#### Your assignment
Where does the word "Christy" appear in the data? Copy every line that holds it.

%%

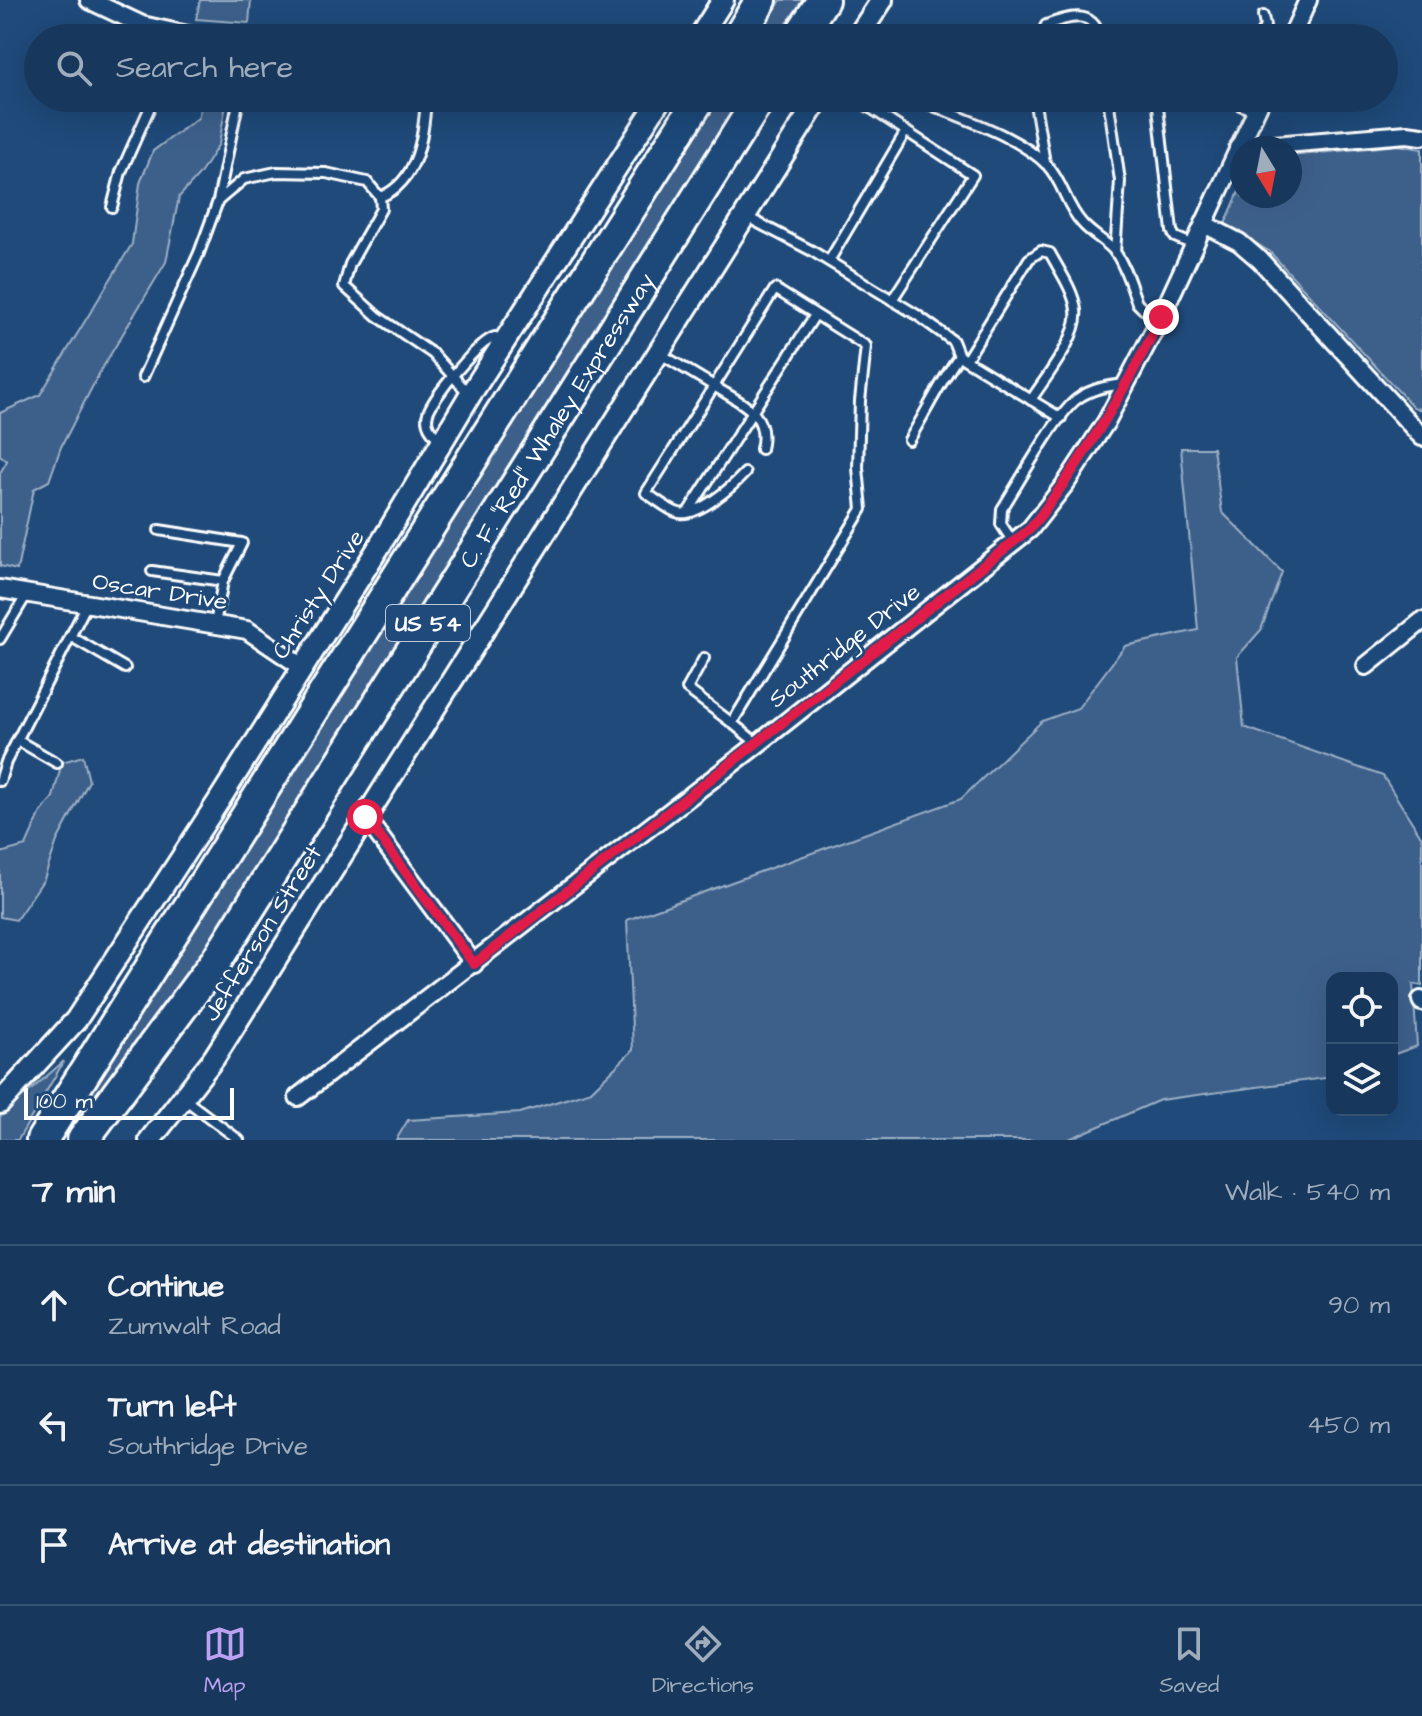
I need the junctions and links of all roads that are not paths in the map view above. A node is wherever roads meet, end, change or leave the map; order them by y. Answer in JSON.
{"nodes":[{"id":1,"x":723,"y":0,"type":"edge"},
{"id":2,"x":761,"y":0,"type":"edge"},
{"id":3,"x":823,"y":0,"type":"edge"},
{"id":4,"x":882,"y":0,"type":"edge"},
{"id":5,"x":1308,"y":0,"type":"edge"},
{"id":6,"x":95,"y":2,"type":"edge"},
{"id":7,"x":1263,"y":16,"type":"dead end"},
{"id":8,"x":140,"y":24,"type":"edge"},
{"id":9,"x":708,"y":24,"type":"edge"},
{"id":10,"x":746,"y":24,"type":"edge"},
{"id":11,"x":807,"y":24,"type":"edge"},
{"id":12,"x":866,"y":24,"type":"edge"},
{"id":13,"x":1049,"y":24,"type":"edge"},
{"id":14,"x":1095,"y":24,"type":"edge"},
{"id":15,"x":1265,"y":24,"type":"edge"},
{"id":16,"x":1297,"y":24,"type":"edge"},
{"id":17,"x":148,"y":112,"type":"edge"},
{"id":18,"x":236,"y":112,"type":"edge"},
{"id":19,"x":425,"y":112,"type":"edge"},
{"id":20,"x":652,"y":112,"type":"edge"},
{"id":21,"x":691,"y":112,"type":"edge"},
{"id":22,"x":751,"y":112,"type":"edge"},
{"id":23,"x":810,"y":112,"type":"edge"},
{"id":24,"x":877,"y":112,"type":"edge"},
{"id":25,"x":947,"y":112,"type":"edge"},
{"id":26,"x":1036,"y":112,"type":"edge"},
{"id":27,"x":1110,"y":112,"type":"edge"},
{"id":28,"x":1159,"y":112,"type":"edge"},
{"id":29,"x":1256,"y":112,"type":"edge"},
{"id":30,"x":906,"y":131,"type":"junction"},
{"id":31,"x":1244,"y":136,"type":"edge"},
{"id":32,"x":1422,"y":136,"type":"edge"},
{"id":33,"x":1302,"y":143,"type":"edge"},
{"id":34,"x":1045,"y":163,"type":"junction"},
{"id":35,"x":1230,"y":166,"type":"edge"},
{"id":36,"x":380,"y":197,"type":"junction"},
{"id":37,"x":218,"y":201,"type":"junction"},
{"id":38,"x":112,"y":207,"type":"dead end"},
{"id":39,"x":744,"y":216,"type":"junction"},
{"id":40,"x":1204,"y":224,"type":"junction"},
{"id":41,"x":1194,"y":246,"type":"junction"},
{"id":42,"x":1115,"y":253,"type":"junction"},
{"id":43,"x":829,"y":261,"type":"junction"},
{"id":44,"x":892,"y":300,"type":"junction"},
{"id":45,"x":815,"y":315,"type":"junction"},
{"id":46,"x":1161,"y":317,"type":"junction"},
{"id":47,"x":505,"y":341,"type":"junction"},
{"id":48,"x":658,"y":352,"type":"junction"},
{"id":49,"x":962,"y":358,"type":"junction"},
{"id":50,"x":143,"y":377,"type":"dead end"},
{"id":51,"x":454,"y":377,"type":"junction"},
{"id":52,"x":1126,"y":384,"type":"junction"},
{"id":53,"x":714,"y":386,"type":"junction"},
{"id":54,"x":470,"y":395,"type":"junction"},
{"id":55,"x":1031,"y":400,"type":"junction"},
{"id":56,"x":754,"y":412,"type":"junction"},
{"id":57,"x":1061,"y":418,"type":"junction"},
{"id":58,"x":1420,"y":432,"type":"edge"},
{"id":59,"x":909,"y":440,"type":"dead end"},
{"id":60,"x":442,"y":442,"type":"junction"},
{"id":61,"x":761,"y":449,"type":"dead end"},
{"id":62,"x":745,"y":473,"type":"dead end"},
{"id":63,"x":687,"y":513,"type":"junction"},
{"id":64,"x":159,"y":530,"type":"dead end"},
{"id":65,"x":1013,"y":542,"type":"junction"},
{"id":66,"x":152,"y":571,"type":"dead end"},
{"id":67,"x":223,"y":581,"type":"junction"},
{"id":68,"x":0,"y":589,"type":"edge"},
{"id":69,"x":27,"y":593,"type":"junction"},
{"id":70,"x":87,"y":603,"type":"junction"},
{"id":71,"x":1422,"y":621,"type":"edge"},
{"id":72,"x":215,"y":624,"type":"junction"},
{"id":73,"x":70,"y":636,"type":"junction"},
{"id":74,"x":0,"y":639,"type":"edge"},
{"id":75,"x":704,"y":658,"type":"dead end"},
{"id":76,"x":1366,"y":666,"type":"dead end"},
{"id":77,"x":302,"y":667,"type":"junction"},
{"id":78,"x":125,"y":668,"type":"dead end"},
{"id":79,"x":732,"y":723,"type":"junction"},
{"id":80,"x":17,"y":740,"type":"junction"},
{"id":81,"x":758,"y":744,"type":"junction"},
{"id":82,"x":3,"y":761,"type":"edge"},
{"id":83,"x":57,"y":763,"type":"dead end"},
{"id":84,"x":0,"y":781,"type":"edge"},
{"id":85,"x":365,"y":817,"type":"junction"},
{"id":86,"x":474,"y":964,"type":"junction"},
{"id":87,"x":298,"y":1097,"type":"dead end"},
{"id":88,"x":183,"y":1098,"type":"junction"},
{"id":89,"x":0,"y":1103,"type":"edge"},
{"id":90,"x":42,"y":1140,"type":"edge"},
{"id":91,"x":83,"y":1140,"type":"edge"},
{"id":92,"x":150,"y":1140,"type":"edge"},
{"id":93,"x":239,"y":1140,"type":"edge"}],
"edges":[{"from":1,"to":9,"type":"street"},
{"from":2,"to":10,"type":"highway"},
{"from":3,"to":11,"type":"highway"},
{"from":4,"to":12,"type":"street"},
{"from":5,"to":16,"type":"street"},
{"from":6,"to":8,"type":"street"},
{"from":7,"to":15,"type":"lane"},
{"from":13,"to":14,"type":"lane"},
{"from":17,"to":38,"type":"lane"},
{"from":18,"to":37,"type":"lane"},
{"from":19,"to":36,"type":"lane"},
{"from":20,"to":47,"type":"street","name":"Christy Drive"},
{"from":21,"to":90,"type":"highway","name":"C. F. “Red” Whaley Expressway","number":"US 54"},
{"from":22,"to":91,"type":"highway","name":"C. F. “Red” Whaley Expressway","number":"US 54"},
{"from":23,"to":39,"type":"street","name":"Jefferson Street"},
{"from":24,"to":30,"type":"lane"},
{"from":25,"to":34,"type":"lane"},
{"from":26,"to":34,"type":"lane"},
{"from":27,"to":42,"type":"lane"},
{"from":28,"to":41,"type":"lane"},
{"from":29,"to":31,"type":"street","name":"Southridge Drive"},
{"from":30,"to":43,"type":"lane"},
{"from":30,"to":44,"type":"lane"},
{"from":32,"to":33,"type":"street"},
{"from":34,"to":42,"type":"lane"},
{"from":35,"to":40,"type":"street","name":"Southridge Drive"},
{"from":36,"to":37,"type":"lane"},
{"from":36,"to":51,"type":"lane"},
{"from":37,"to":50,"type":"lane"},
{"from":39,"to":43,"type":"lane"},
{"from":39,"to":48,"type":"street","name":"Jefferson Street"},
{"from":40,"to":41,"type":"street","name":"Southridge Drive"},
{"from":40,"to":58,"type":"street"},
{"from":41,"to":46,"type":"street","name":"Southridge Drive"},
{"from":42,"to":46,"type":"lane"},
{"from":43,"to":44,"type":"lane"},
{"from":44,"to":49,"type":"lane"},
{"from":45,"to":53,"type":"lane"},
{"from":45,"to":56,"type":"lane"},
{"from":45,"to":79,"type":"lane"},
{"from":46,"to":52,"type":"street","name":"Southridge Drive"},
{"from":47,"to":51,"type":"lane"},
{"from":47,"to":54,"type":"street","name":"Christy Drive"},
{"from":48,"to":53,"type":"lane"},
{"from":48,"to":85,"type":"street","name":"Jefferson Street"},
{"from":49,"to":55,"type":"lane"},
{"from":49,"to":55,"type":"lane"},
{"from":49,"to":59,"type":"lane"},
{"from":51,"to":54,"type":"lane"},
{"from":51,"to":60,"type":"lane"},
{"from":52,"to":57,"type":"lane"},
{"from":52,"to":65,"type":"street","name":"Southridge Drive"},
{"from":53,"to":56,"type":"lane"},
{"from":53,"to":63,"type":"lane"},
{"from":54,"to":60,"type":"street","name":"Christy Drive"},
{"from":55,"to":57,"type":"lane"},
{"from":56,"to":61,"type":"lane"},
{"from":56,"to":63,"type":"lane"},
{"from":57,"to":65,"type":"lane"},
{"from":60,"to":77,"type":"street","name":"Christy Drive"},
{"from":62,"to":63,"type":"lane"},
{"from":64,"to":67,"type":"lane"},
{"from":65,"to":81,"type":"street","name":"Southridge Drive"},
{"from":66,"to":67,"type":"lane"},
{"from":67,"to":72,"type":"lane"},
{"from":68,"to":69,"type":"street","name":"Oscar Drive"},
{"from":69,"to":70,"type":"street","name":"Oscar Drive"},
{"from":69,"to":74,"type":"lane"},
{"from":70,"to":72,"type":"street","name":"Oscar Drive"},
{"from":70,"to":73,"type":"lane"},
{"from":71,"to":76,"type":"street"},
{"from":72,"to":77,"type":"street","name":"Oscar Drive"},
{"from":73,"to":78,"type":"lane"},
{"from":73,"to":80,"type":"lane"},
{"from":75,"to":79,"type":"lane"},
{"from":77,"to":89,"type":"street","name":"Christy Drive"},
{"from":79,"to":81,"type":"lane"},
{"from":80,"to":82,"type":"lane"},
{"from":80,"to":83,"type":"lane"},
{"from":81,"to":86,"type":"street","name":"Southridge Drive"},
{"from":82,"to":84,"type":"lane"},
{"from":85,"to":86,"type":"street"},
{"from":85,"to":88,"type":"street","name":"Jefferson Street"},
{"from":86,"to":87,"type":"street","name":"Southridge Drive"},
{"from":88,"to":92,"type":"street","name":"Jefferson Street"},
{"from":88,"to":93,"type":"lane"}]}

%%

#### Written reply
{"from":20,"to":47,"type":"street","name":"Christy Drive"},
{"from":47,"to":54,"type":"street","name":"Christy Drive"},
{"from":54,"to":60,"type":"street","name":"Christy Drive"},
{"from":60,"to":77,"type":"street","name":"Christy Drive"},
{"from":77,"to":89,"type":"street","name":"Christy Drive"},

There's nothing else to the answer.